Due donne sono dirette al cimitero per far visita alla tomba del marito di una delle due. Mentre la vedova cambia i fiori, chiede all’amica di prenderle dell’acqua. Nel tragitto la donna fa una scoperta sconvolgente. C’è una seconda tomba dedicata al marito della vedova. Il nome è lo stesso, la data di nascita anche, ma una sepoltura risale al 1951, mentre l’altra al 1979. Anche la foto corrisponde. Sembra proprio che Michele Casarza sia stato seppellito due volte. Mentre la vedova cerca di liquidare la questione, la sua amica prende a cuore il mistero, interpella due becchini che, a loro volta, si rivolgono al dotto professore, l’unico che forse è in grado di risalire alla verità. In effetti qualcosa riesce a chiarirla, il professore. Michele Casarza era stato un Internato Militare Italiano, durante la Seconda Guerra Mondiale.

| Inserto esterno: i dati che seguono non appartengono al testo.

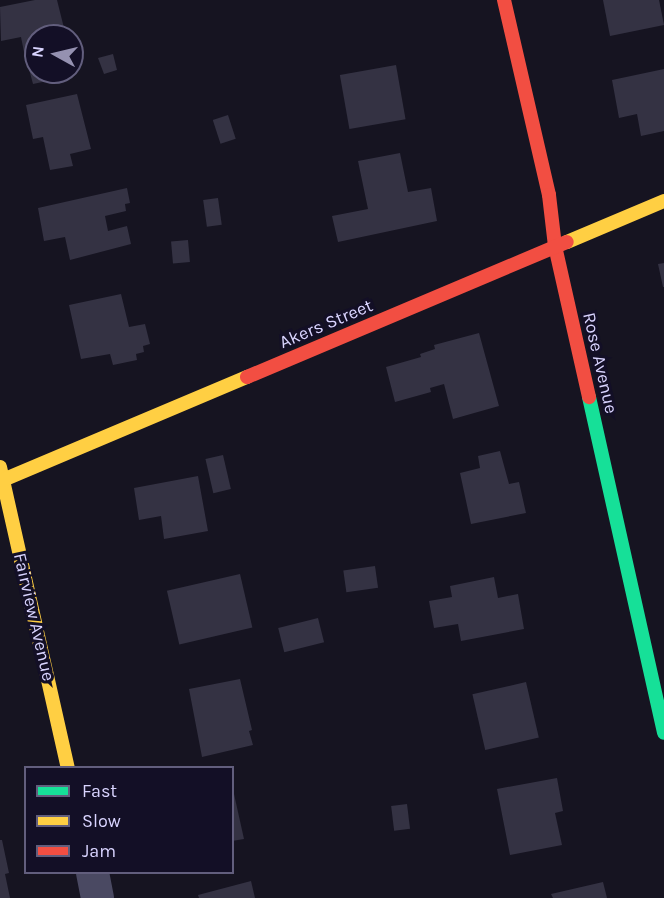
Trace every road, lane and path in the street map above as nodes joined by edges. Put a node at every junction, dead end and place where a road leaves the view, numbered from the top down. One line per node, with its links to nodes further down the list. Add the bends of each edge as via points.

Tutti i personaggi, dalla coppia di becchini, interpretati da Jurij Ferrini e Andrea Nicolini, alla vedova e la sua amica, impersonate da Anna Bonasso e Paola D’Acquila, per arrivare al professore, Roberto Accornero, vengono perfettamente caratterizzati dagli attori e danno vita a numerose scene esilaranti, scaturite spesso dai loro fondamentali contrasti. Di taglio più drammatico, l’interpretazione resa da Lorenzo Demaria, nel ruolo di Michele, Michela Di Martino, nel ruolo di sua moglie da giovane e da Gabriele Bocchino che impersona il becchino degli anni Cinquanta.

Un momento importante e denso di significati all’interno del corto è quello del dialogo tra la vedova e il professore, quando la donna gli restituisce il fazzoletto che lui le ha consegnato. Il suo gesto rappresenta un passaggio del testimone: la storia si riconverte in vita cedendo il peso del significato degli eventi ai posteri, assegnando loro il compito di ricordare. In questo modo gli attori di quello che è stato possono concedersi di superare il passato, di ritornare ripristinati, o quasi, alla loro umanità, ma al tempo stesso, la precarietà delle loro storie costituisce un monito, lì dove sempre più raramente queste sopravvivono alla sepoltura dei loro protagonisti.